Hierarchical Performance Metrics and Where to Find Them

How to measure the performance of your hierarchical classification model.

Published in

Towards Data Science

7 min readAug 26, 2020

Hierarchical machine learning models are one top-notch trick. As discussed in previous posts, considering the natural taxonomy of the data when designing our models can be well worth our while. Instead of flattening out and ignoring those inner hierarchies, we’re able to use them, making our models smarter and more accurate.

“More accurate”, I say — are they, though? How can we tell? We are people of science, after all, and we expect bold claims to be be supported by the data. This is why we have performance metrics. Whether it’s precision, f1-score, or any other lovely metric we’ve got our eye on — if using hierarchy in our models improves their performance, the metrics should show it.

Problem is, if we use regular performance metrics — the ones designed for flat, one-level classification — we go back to ignoring that natural taxonomy of the data.

If we do hierarchy, let’s do it all the way. If we’ve decided to celebrate our data’s taxonomy and build our model in its image, this needs to also be a part of measuring its performance.

How do we do this? The answer lies below.

Before We Dive In

This post is about measuring the performance of machine learning models designed for hierarchical classification. It kind of assumes you know what all those words mean. If you don’t, check out my previous posts on the topic. Especially the one introducing the subject. Really. You’re gonna want to know what hierarchical classification is before learning how to measure it. That’s kind of an obvious one.

Throughout this post, I’ll be giving examples based on this taxonomy of common house pets:

The taxonomy of common house pets. My neighbor just adopted the cutest baby Pegasus.

Oh So Many Metrics

So we’ve got a whole ensemble of hierarchically-structured local classifiers, ready to do our bidding. How do we evaluate them?

That is not a trivial problem, and the solution is not obvious. As we’ve seen in previous problems in this series, different projects require different treatment. The best metric could differ depending on the specific requirements and limitations of your project.

All in all, there are three main options to choose from. Let’s introduce them, shall we?

The contestants, in all their grace and glory:

The Down-To-Earth One: Flat Classification Metrics

These are the same classification metrics we all know and love (precision, recall, f-score — you name it), applied… Well, flatly.

Same as with the original “flat classification” approach (described in the first post in this series), this method is all about ignoring the hierarchy. Only the final, leaf-node predictions are considered (in our house pets example, those are the specific breeds), and they’re all considered as equal classes, without any special treatment to sibling-classes vs. non-sibling ones.

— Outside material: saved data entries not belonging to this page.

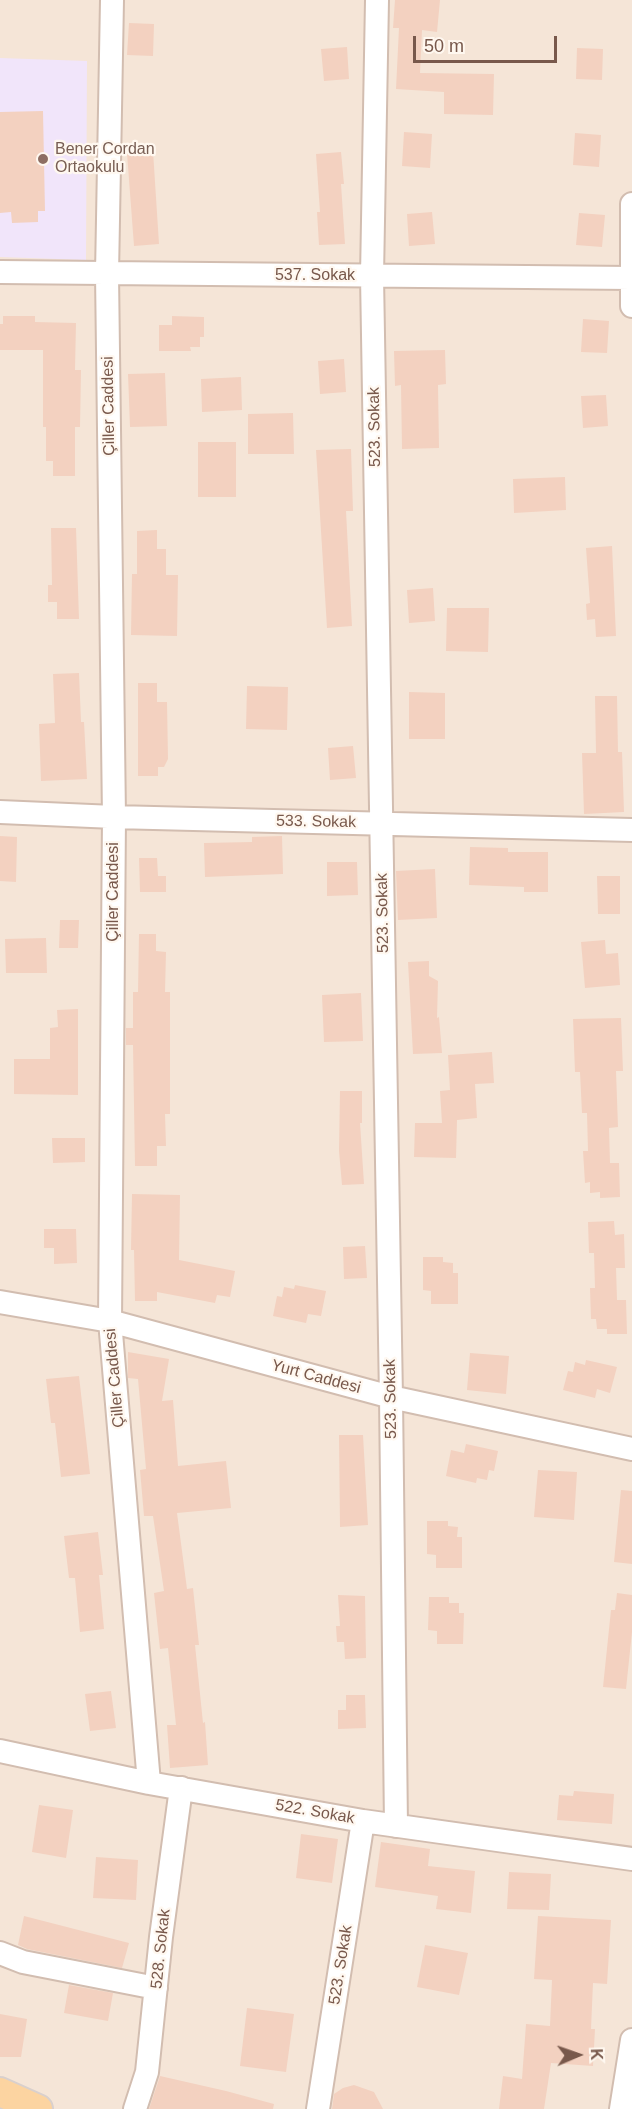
<!DOCTYPE html>
<meta charset="utf-8">
<style>
body{margin:0}
#map{position:relative;width:632px;height:2109px;overflow:hidden;background:#fdf4e9;font-family:Helvetica,sans-serif}
canvas{display:block}
.north{position:absolute;left:548px;top:2025px;width:60px;height:60px;-webkit-text-stroke:4px #fff8f0;paint-order:stroke;rotate:88deg;font-size:16px;font-weight:700;line-height:24px;text-align:center;color:#78584b}
.north::after{content:'';display:block;margin:auto;width:21px;height:27px;background:#78584b;clip-path:polygon(50% 0,100% 100%,50% 72%,0 100%)}
.scale{position:absolute;left:413px;top:36px;width:144px;height:27px;box-sizing:border-box;border:3px solid #78584b;border-top:0;padding-left:8px;font-size:18px;line-height:21px;white-space:nowrap;color:#78584b;-webkit-text-stroke:4px #fff8f0;paint-order:stroke}
</style>
<div id="map">
<canvas width="632" height="2109"></canvas>
<div class="north">K</div>
<div class="scale">50 m</div>
</div>
<script>
const context = document.querySelector('canvas').getContext('2d');
context.lineJoin = 'round';
function fill(path, color) {
  context.fillStyle = color;
  context.fill(path, 'evenodd');
}
function toPath(rows) {
  const path = new Path2D();
  for (const r of rows) {
    path.moveTo(r[0], r[1]);
    for (let i = 2; i < r.length; i += 2) path.lineTo(r[i], r[i + 1]);
  }
  return path;
}
function strokePath(path, color, width, dash) {
  context.strokeStyle = color;
  context.lineWidth = width;
  context.lineCap = dash ? 'butt' : 'round';
  context.setLineDash(dash || []);
  context.stroke(path);
}
function drawText(font, color, halo, rows, align = 'center') {
  context.font = font + ' Helvetica,sans-serif';
  context.lineWidth = 4.5;
  context.setLineDash([]);
  context.textBaseline = 'middle';
  context.strokeStyle = halo;
  context.fillStyle = color;
  for (const [text, x, y, turn = 0] of rows) {
    context.save();
    context.translate(x, y);
    context.rotate((+turn || 0) * Math.PI / 180);
    context.textAlign = isNaN(turn) ? turn : align;
    if (halo) context.strokeText(text, 0, 0);
    context.fillText(text, 0, 0);
    context.restore();
  }
}
const residential = toPath([
 [0,0,632,0,632,2109,0,2109]
]);
const education = toPath([
 [0,58,87,61,86,260,0,257]
]);
const building = toPath([
 [395,0,440,0,437,32,422,30,420,73,494,74,493,115,444,114,444,92,396,89,399,28,393,28],
 [129,23,154,24,153,56,127,55],
 [347,47,349,79,324,81,321,49],
 [577,48,603,49,602,80,576,79],
 [43,111,45,211,38,211,38,222,12,223,11,212,0,213,0,112],
 [404,132,432,134,430,168,402,166],
 [575,133,601,135,599,167,573,165],
 [153,151,159,244,134,246,127,153],
 [341,152,344,184,341,184,345,244,319,245,317,212,320,212,316,154],
 [432,212,435,244,409,246,407,214],
 [579,213,605,215,602,247,576,245],
 [3,316,35,316,35,322,76,323,75,370,81,370,80,427,75,427,75,476,53,476,53,461,46,461,46,427,43,427,43,350,0,350,0,324,3,324],
 [172,316,204,317,204,337,200,337,200,347,190,347,191,351,159,351,159,325,172,325],
 [583,319,609,321,607,353,581,352],
 [445,350,446,384,438,385,439,448,402,449,401,385,395,386,394,351],
 [344,359,346,392,320,394,318,361],
 [165,373,167,426,130,427,128,374],
 [241,377,242,410,202,412,201,379],
 [606,395,608,426,583,428,581,396],
 [293,413,294,454,248,454,248,414],
 [198,442,236,442,236,497,198,497],
 [351,449,353,511,346,511,352,626,327,628,316,450],
 [565,477,566,510,514,513,513,479],
 [51,528,76,528,79,619,57,619,57,602,48,602,48,585,52,585],
 [157,530,157,549,166,549,166,575,178,575,177,636,131,635,132,574,137,574,137,531],
 [612,546,616,636,596,637,595,619,587,620,586,604,590,603,586,548],
 [433,588,435,621,409,623,407,590],
 [447,608,489,608,488,652,446,651],
 [79,673,81,722,84,722,87,779,41,781,39,724,55,723,53,674],
 [138,683,157,683,157,702,167,702,168,759,164,767,158,767,158,776,138,776],
 [247,686,288,687,287,730,246,729],
 [409,692,445,693,445,739,409,739],
 [595,696,617,696,618,752,622,752,624,812,584,814,582,753,596,753],
 [353,746,356,778,330,780,328,748],
 [0,836,17,837,16,882,0,881],
 [282,836,283,874,205,877,204,843,252,842,252,837],
 [470,847,508,848,508,852,548,852,548,892,524,892,524,887,469,885],
 [139,858,157,858,158,876,166,876,166,892,140,892],
 [327,862,357,862,358,895,327,896],
 [435,869,437,918,398,920,396,871],
 [597,876,620,876,620,914,598,914],
 [60,920,79,920,78,948,59,948],
 [139,934,156,934,156,951,166,952,165,992,170,992,170,1114,165,1114,166,1146,157,1146,157,1166,135,1166,133,1045,126,1045,126,1028,133,1028,133,992,138,992],
 [46,938,47,973,6,973,5,939],
 [605,940,606,954,618,953,620,985,585,988,581,942],
 [429,961,429,976,438,981,437,1018,439,1017,442,1053,413,1054,408,962],
 [361,993,363,1041,324,1042,322,995],
 [78,1009,78,1095,14,1094,14,1059,50,1059,50,1028,58,1027,57,1010],
 [621,1018,623,1071,616,1071,618,1127,609,1128,610,1163,619,1163,620,1197,600,1198,600,1192,590,1193,590,1182,585,1183,583,1151,588,1151,587,1113,582,1113,580,1072,575,1072,573,1019],
 [492,1052,494,1083,475,1084,477,1118,457,1120,456,1158,414,1157,415,1123,442,1123,440,1091,450,1090,448,1055],
 [340,1091,362,1091,362,1123,360,1123,364,1184,342,1185,339,1151],
 [52,1138,85,1138,85,1162,53,1163],
 [132,1194,180,1195,179,1260,235,1271,230,1297,217,1295,215,1303,157,1292,157,1301,135,1301,134,1250,131,1250],
 [614,1221,615,1235,624,1234,625,1268,616,1268,617,1300,626,1300,627,1334,607,1334,607,1329,597,1329,596,1319,591,1319,590,1288,595,1288,594,1253,589,1253,588,1222],
 [44,1229,76,1229,77,1263,54,1264,54,1248,44,1248],
 [365,1246,367,1278,344,1279,343,1247],
 [423,1257,443,1257,443,1262,453,1263,453,1273,458,1273,458,1304,431,1304,431,1291,423,1290],
 [295,1285,326,1291,321,1316,308,1314,306,1323,273,1316,277,1296,282,1297,284,1287,294,1289],
 [128,1352,169,1359,162,1401,173,1400,178,1466,226,1461,231,1508,177,1513,187,1589,193,1588,199,1645,195,1645,203,1723,205,1722,208,1765,170,1768,167,1725,176,1725,168,1648,160,1649,154,1593,164,1591,153,1516,144,1516,140,1470,146,1469,138,1379,128,1378],
 [470,1353,509,1356,506,1394,467,1390],
 [586,1360,617,1367,610,1393,597,1389,595,1398,563,1390,568,1371,573,1372,575,1362,585,1365],
 [79,1376,90,1474,61,1477,55,1423,51,1423,46,1379],
 [339,1435,363,1435,368,1525,340,1527],
 [466,1444,498,1451,494,1471,489,1470,487,1480,477,1478,476,1483,446,1476,451,1450,464,1453],
 [538,1470,577,1472,574,1520,534,1517],
 [621,1490,632,1491,632,1564,614,1562],
 [427,1521,448,1521,448,1526,458,1527,457,1537,462,1537,462,1568,436,1568,436,1555,427,1554],
 [98,1532,103,1575,99,1575,104,1629,80,1632,75,1578,69,1578,64,1536],
 [617,1593,632,1595,632,1632,626,1689,603,1687,611,1610,615,1610],
 [338,1595,365,1596,366,1658,345,1659,344,1642,337,1642,336,1626,340,1626],
 [429,1597,449,1597,449,1603,459,1603,459,1613,464,1613,463,1644,437,1644,437,1631,428,1630],
 [111,1691,116,1728,90,1731,85,1694],
 [346,1695,365,1695,366,1728,338,1729,338,1710,346,1710],
 [574,1791,614,1794,612,1824,557,1820,559,1795,573,1796],
 [39,1805,73,1810,66,1858,32,1852],
 [301,1834,338,1839,332,1883,296,1878],
 [381,1842,430,1849,428,1866,475,1871,471,1913,436,1909,438,1896,375,1887],
 [96,1857,138,1860,136,1900,93,1898],
 [509,1872,551,1874,549,1910,507,1909],
 [24,1916,129,1943,122,1968,27,1949,18,1945],
 [538,1916,611,1920,607,1984,593,1983,591,2029,595,2029,593,2066,551,2063,544,2109,499,2109,503,2076,522,2079,526,2024,550,2026,552,1980,534,1979],
 [425,1945,468,1953,459,1995,417,1987],
 [69,1985,113,1993,108,2021,64,2013],
 [247,2008,294,2014,286,2072,240,2066],
 [0,2014,27,2019,21,2057,0,2057],
 [160,2076,226,2091,274,2104,273,2109,149,2109],
 [354,2085,374,2092,383,2109,332,2109,334,2094,343,2088]
]);
const minor = toPath([
 [112,0,107,274,114,817,110,1321,149,1783],
 [377,0,372,276,391,1397,396,1826],
 [632,204,632,306],
 [0,272,631,278],
 [0,812,114,817,632,830],
 [0,1302,110,1321,391,1397,632,1449],
 [0,1751,149,1783,363,1821,632,1859],
 [0,1953,23,1962,156,1988],
 [135,2109,147,2072,161,1937,181,1788],
 [318,2109,363,1821],
 [621,2109,632,2040]
]);
const major = toPath([
 [0,2092,38,2109]
]);
const markers = [
 [43,159,6,"#8d6e63"]
];
const educationNames = [
 ["Bener Cordan",55,150],
 ["Ortaokulu",55,168]
];
const streetNames = [
 ["537. Sokak",315,276],
 ["Çiller Caddesi",109,406,-91],
 ["523. Sokak",375,427,-91],
 ["533. Sokak",316,822,1],
 ["Çiller Caddesi",114,892,-90],
 ["523. Sokak",383,913,-91],
 ["Yurt Caddesi",316,1377,15],
 ["Çiller Caddesi",115,1378,-95],
 ["523. Sokak",391,1399,-91],
 ["522. Sokak",315,1812,10],
 ["528. Sokak",161,1949,-84],
 ["523. Sokak",341,1965,-81]
];
fill(residential, '#f5e5d7');
fill(education, '#f1e5fa');
fill(building, '#f3d1c0');
strokePath(minor, '#d2bdb0', 26);
strokePath(major, '#d9d0cd', 32);
strokePath(minor, '#fff', 22);
strokePath(major, '#fcd4a1', 28);
for (const [x, y, r, color] of markers) {
  const dot = new Path2D();
  dot.arc(x, y, r, 0, 2 * Math.PI);
  context.fillStyle = color;
  context.fill(dot);
  strokePath(dot, '#fff8f0', 2);
}
drawText('16px', '#785e54', '#fff8f0', educationNames, 'left');
drawText('16px', '#78584b', '#fff8f0', streetNames);
</script>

This method is simple, but, obviously, not ideal. We don’t want the errors at different levels of the class hierarchy to be penalized in the same way (if I mistook a Pegasus for a Narwhal, that’s not as bad as mistaking it for a Labrador). Also, there isn’t an obvious way to handle cases where the final prediction is not a leaf-node one — which could definitely be the case if you implemented the previously-mentioned blocking by confidence method.

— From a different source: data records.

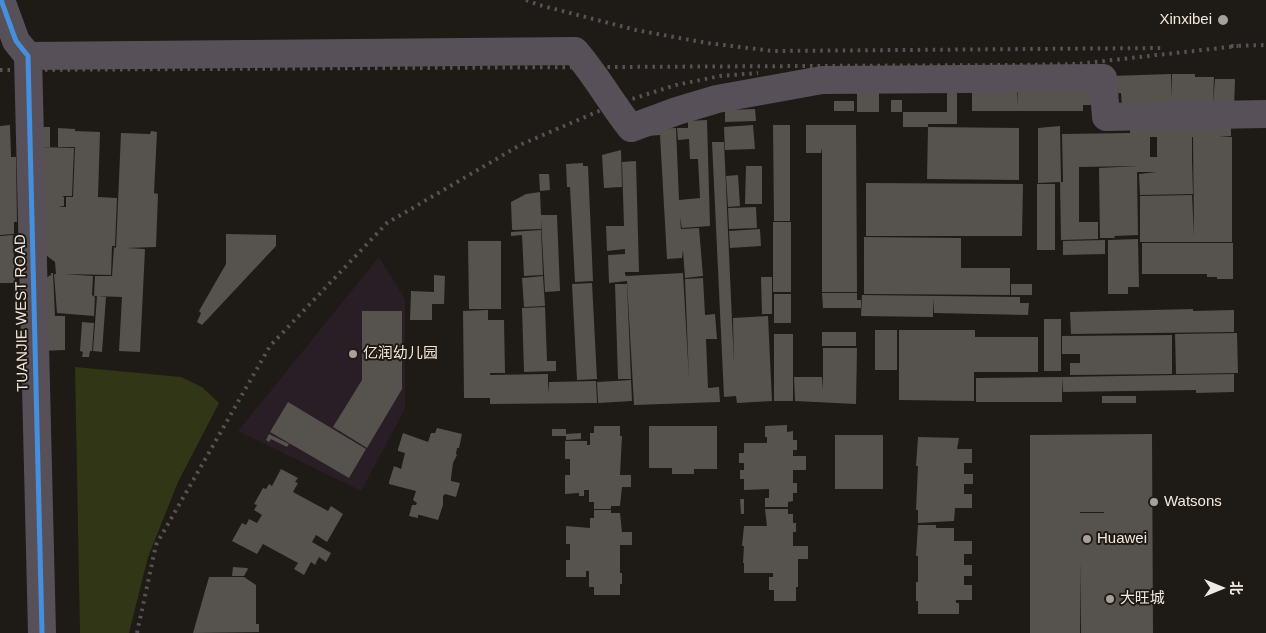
<!DOCTYPE html>
<meta charset="utf-8">
<style>
body{margin:0}
#map{position:relative;width:1266px;height:633px;overflow:hidden;background:#1e1a16;font-family:Helvetica,"Noto Sans SC",sans-serif}
canvas{display:block}
.north{position:absolute;left:1196px;top:563px;width:50px;height:50px;-webkit-text-stroke:4px #211a12;paint-order:stroke;rotate:90deg;font-size:14px;font-weight:700;line-height:20px;text-align:center;color:#efeae4}
.north::after{content:'';display:block;margin:auto;width:18px;height:22px;background:#efeae4;clip-path:polygon(50% 0,100% 100%,50% 72%,0 100%)}
</style>
<div id="map">
<canvas width="1266" height="633"></canvas>
<div class="north">北</div>
</div>
<script>
const context = document.querySelector('canvas').getContext('2d');
context.lineJoin = 'round';
function fill(path, color) { context.fillStyle = color; context.fill(path, 'evenodd'); }
function strokePath(path, color, width, dash) { context.strokeStyle = color; context.lineWidth = width; context.lineCap = dash ? 'butt' : 'round'; context.setLineDash(dash || []); context.stroke(path); }
function write(font, color, halo, rows, align = 'center') {
  context.font = font + ' Helvetica,"Noto Sans SC",sans-serif'; context.lineWidth = 4; context.setLineDash([]); context.textBaseline = 'middle'; context.strokeStyle = halo; context.fillStyle = color; for (const [text, x, y, turn = 0] of rows) {
    context.save(); context.translate(x, y); context.rotate((+turn || 0) * Math.PI / 180); context.textAlign = isNaN(turn) ? turn : align; if (halo) context.strokeText(text, 0, 0); context.fillText(text, 0, 0); context.restore();
  }
}
const education = new Path2D(`
 M379 257 405 299V409L361 491 238 431Z`);
const green = new Path2D(`
 M75 367 181 377 202 387 219 403 178 482 148 557 129 633H80Z`);
const building = new Path2D(`
 M1171 74V97L1172 74H1195V77H1214L1213 104 1215 79H1235L1234 108H1122L1121 93 1110 94V76Z
 M972 84H1017L1018 107V90L1086 84 1102 105H1083V111H972Z
 M947 85H957V124H928V127H903V112H947Z
 M857 91H879V112H857Z
 M891 100H902V112H891Z
 M834 101H854V111H834Z
 M755 109 756 121 725 122V110Z
 M707 120 710 226 682 228 680 217 681 229 699 228 703 276 685 278 683 250 682 258 667 259 660 135 648 136V129L676 128 679 200 700 198 698 159H690L689 139 678 140 677 128H688V121Z
 M10 125 11 157H16L17 222H14V234L0 235V126Z
 M753 125 755 149 725 150 724 127Z
 M773 125H790V221H774Z
 M806 125H856L857 292H822V148L821 153H806Z
 M1231 125V136L1219 137H1232V242H1140V196L1192 195 1194 236 1193 137H1192V160H1157H1192L1193 194 1140 195 1139 174 1157 172H1137L1138 235 1114 236 1115 238H1100L1099 168 1138 166 1079 167V222H1098V239L1061 240 1060 182 1038 183V128L1060 126 1061 182H1063L1062 134 1130 133V126ZM1150 137H1157V157H1150Z
 M40 127H50V147H39Z
 M928 127 1019 128V180L927 179Z
 M58 128 75 129V131L100 132 98 197 117 198 115 246H112L111 275 64 274 93 276 92 295 95 297 94 316 57 313 54 274H56L55 262 38 249 39 207 46 206H39V147L74 148 72 196H62L64 197V206L58 207H66V197H73L75 147H58Z
 M151 131 157 132 154 193 158 194 156 247 126 248 145 249 140 352 119 351 122 297 94 296 95 276H112L114 247 116 248 121 133 150 134Z
 M712 142H724L734 365 733 318 768 316 772 401 737 403 736 396 724 397Z
 M621 150 622 187 604 188 602 155Z
 M636 161 639 272H625V274L626 276 683 273 689 379 685 279 703 278 705 315 715 314 717 339H706L708 388 719 387 720 402 634 405 627 281 609 283 608 255 625 254V249L607 251 606 226H624L622 162Z
 M583 163V166H588L593 281 575 282 570 187H567L566 164Z
 M746 166H762V204H745Z
 M539 174H549L550 190 540 191Z
 M738 175 740 206 728 207 726 176Z
 M866 183 1023 184 1022 236H866Z
 M1037 184H1055V250H1037Z
 M540 192 541 215H557L560 291 545 292 541 220V229L513 230 512 229 511 202 526 194Z
 M756 207 757 228 729 229 728 208Z
 M773 222H791V292H773Z
 M760 229 761 246 730 248 729 231Z
 M541 230 543 275 524 276 522 235 511 236V232Z
 M226 234 276 235V246L202 325 197 322 201 313 199 311 226 264Z
 M13 235 15 283H0V236Z
 M864 237 961 238V268H1010V295L864 294Z
 M1138 239 1139 287H1128V294H1108V240Z
 M1105 240V254L1063 255V241Z
 M468 241H501V309H469Z
 M1142 243H1233V279H1217V277H1207V274H1142Z
 M51 273H53L55 316H65V350L40 351 38 282 51 275Z
 M434 275 445 276 444 304H432V320H410L411 291 434 292Z
 M543 276 545 306 524 307 522 278Z
 M761 277H772V314H762Z
 M592 283 597 379 577 380 572 284Z
 M615 284H627L631 379H618Z
 M1011 284H1032V295H1011Z
 M822 293H857V300H861V308H823Z
 M774 294H791V323H774Z
 M862 295 1020 297V303H1029L1028 315 934 313 933 298V317L861 316Z
 M97 296 106 297 102 352 93 351Z
 M545 307 547 361H556V371L524 372 522 308Z
 M1193 309V311L1234 310V332L1071 334 1070 312Z
 M488 310V320H504L505 373H490V375L548 374V394L549 382 596 381 597 403 490 404V398H464L463 311Z
 M362 311H402V389L367 448 333 427 362 380Z
 M1044 319H1061V371H1044Z
 M82 322 94 323 92 351H90L89 357H82L83 352 80 351Z
 M875 330H897V370H875Z
 M899 330H975V337H1038V372H974V401L899 400Z
 M822 332H856V346H822Z
 M1237 333 1238 373 1176 374 1175 334Z
 M774 334H793V401H774Z
 M1172 335V374L1070 375V363H1080V354H1062V336Z
 M823 348H857L856 404 795 401 794 377H822L823 390Z
 M1234 374V392L1196 393V390L1063 392 1062 377Z
 M1062 377V402H976V378Z
 M631 380 632 401 598 403 597 382Z
 M1102 396H1136V403H1102Z
 M288 402 366 449 349 478 270 432Z
 M787 425V432L793 431V440H797V450H793V456H806V470H793V483H797V493H793V501L788 502V507H765V498H769V489L744 490V479H740V470H744V463H739V453H744V443H767V437H765V426Z
 M594 426H620V436H622L620 475H631V487H622L620 506H611V509H594V502H589V490H584V496H579V493L565 494V475H570V459H565V441H587V445H590V433H594Z
 M649 426H717V469H694V474H672V468H649Z
 M437 428 462 434 459 448H457L456 454 457 455 453 463 451 478V481L460 483 456 497 445 494 443 496V505L438 520 420 515H418V518L409 516 412 505H416L417 503 413 500 416 491 389 484V482L394 466 401 469 405 453 398 451V449L403 433 428 442 431 433H435Z
 M552 429H566V434L581 433V439L566 440V436H552Z
 M269 434 289 444 287 447 271 439 269 442 266 440Z
 M1152 434 1153 633H1081V561L1080 633H1030V435ZM1080 512H1104V513H1080Z
 M835 435H883V489H835Z
 M918 437 959 438 957 449H972V463H964V474H973V484H964V494H972V508H955L954 521 918 523V510H916L918 466H916Z
 M281 469 298 478 295 482 298 483 293 492 328 511 331 506 343 514 327 542 316 535 312 542 331 553 326 562 319 557 315 565 311 562 304 575 294 569 298 563 263 544 257 554 232 541 242 523 246 525 249 519 257 523 262 515 254 510 257 505 254 504 263 488 266 489 269 484 272 486Z
 M740 499H744V514H741Z
 M765 509H788V514H793V523H796V532H793V546H808V559H798V587H796V601H774V590H769V577H773V573H744V563H743L744 546H742L744 526H767Z
 M594 510H611V513H620L622 532H632V545H620V573H622V584H620V595H594V587H589V571H586V577H566V560H570V544H566V526L590 528V518H594Z
 M918 525H936V528H954V541H972V554H964V565H972V576H964V585H972V600H956V603H959V614H918V601H916V582H918V556H916Z
 M233 567 247 568 248 569 244 576H232Z
 M209 577H244L256 585V624H259V632L193 633Z`);
const minor = new Path2D(`
 M1 0 16 41 28 56 42 633
 M28 56 575 51C596 75 611 103 631 128L677 111 717 99 822 80 1103 78 1106 117 1266 114`);
const rail = new Path2D(`
 M526 0 539 5 636 30 707 43 773 51 1164 48
 M1231 46 1266 45
 M0 70 1014 65 1077 64 1238 46
 M137 633 156 545 270 346 387 223 522 144 613 105 676 85 720 76 758 73`);
const cycleway = new Path2D(`
 M1 0 16 41 28 56 42 633`);
const markers = [
 [1223,20,6,"#a6a19c"],
 [353,354,5,"#a6a19c"],
 [1154,502,5,"#a6a19c"],
 [1087,539,5,"#a6a19c"],
 [1110,599,5,"#a6a19c"]
];
const poiNames = [
 ["Xinxibei",1212,20,"right"],
 ["亿润幼儿园",363,354],
 ["Watsons",1164,502],
 ["Huawei",1097,539],
 ["大旺城",1120,599]
];
const streetNames = [
 ["TUANJIE WEST ROAD",22,313,-91]
];
fill(education, '#291d26');
fill(green, '#313716');
fill(building, '#56524e');
strokePath(minor, '#585058', 28);
strokePath(rail, '#585255', 4, [2.5, 5]);
strokePath(cycleway, '#468fdf', 5);
for (const [x, y, r, color] of markers) { const dot = new Path2D(); dot.arc(x, y, r, 0, 2 * Math.PI); context.fillStyle = color; context.fill(dot); strokePath(dot, '#211a12', 2); }
write('15px', '#efeae4', '#211a12', poiNames, 'left');
write('15px', '#efeae4', '#211a12', streetNames);
</script>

The Hipster One: A Custom-Made Metric

Not happy with the flat metrics, and feel that creative spark tingling in your fingertips? You can conjure up your own special metric, which specifically fits your unique snowflake of a use case.

This could be useful where the model needs to fit some unusual business constraints. If, for example, you don’t really care about falsely identifying dogs as unicorns, but a Sphynx cat must be correctly spotted or all hell breaks loose, you can design your metrics accordingly, giving more or less weight to different errors.

The Pretentious One: Hierarchy-Specific Variations on the Regular Classification Metrics

Those are variations of well-known precision, recall and f-score metrics, specifically adapted to fit hierarchical classification.

Please bear with me as I throw some math notations in your general direction:

Definitions for hierarchical precision (hP), hierarchical recall (hR) and hierarchical f-measure (hF), respectively.

What does it all mean, though?

Pi is the set consisting of the most specific class (or classes, in case of a multi label problem) predicted for each test example i, and all of its/their ancestor classes; Ti is the set consisting of the true most specific class(es) of test example i, and all its/their ancestor classes; and each summation is computed, of course, over all of the test set examples.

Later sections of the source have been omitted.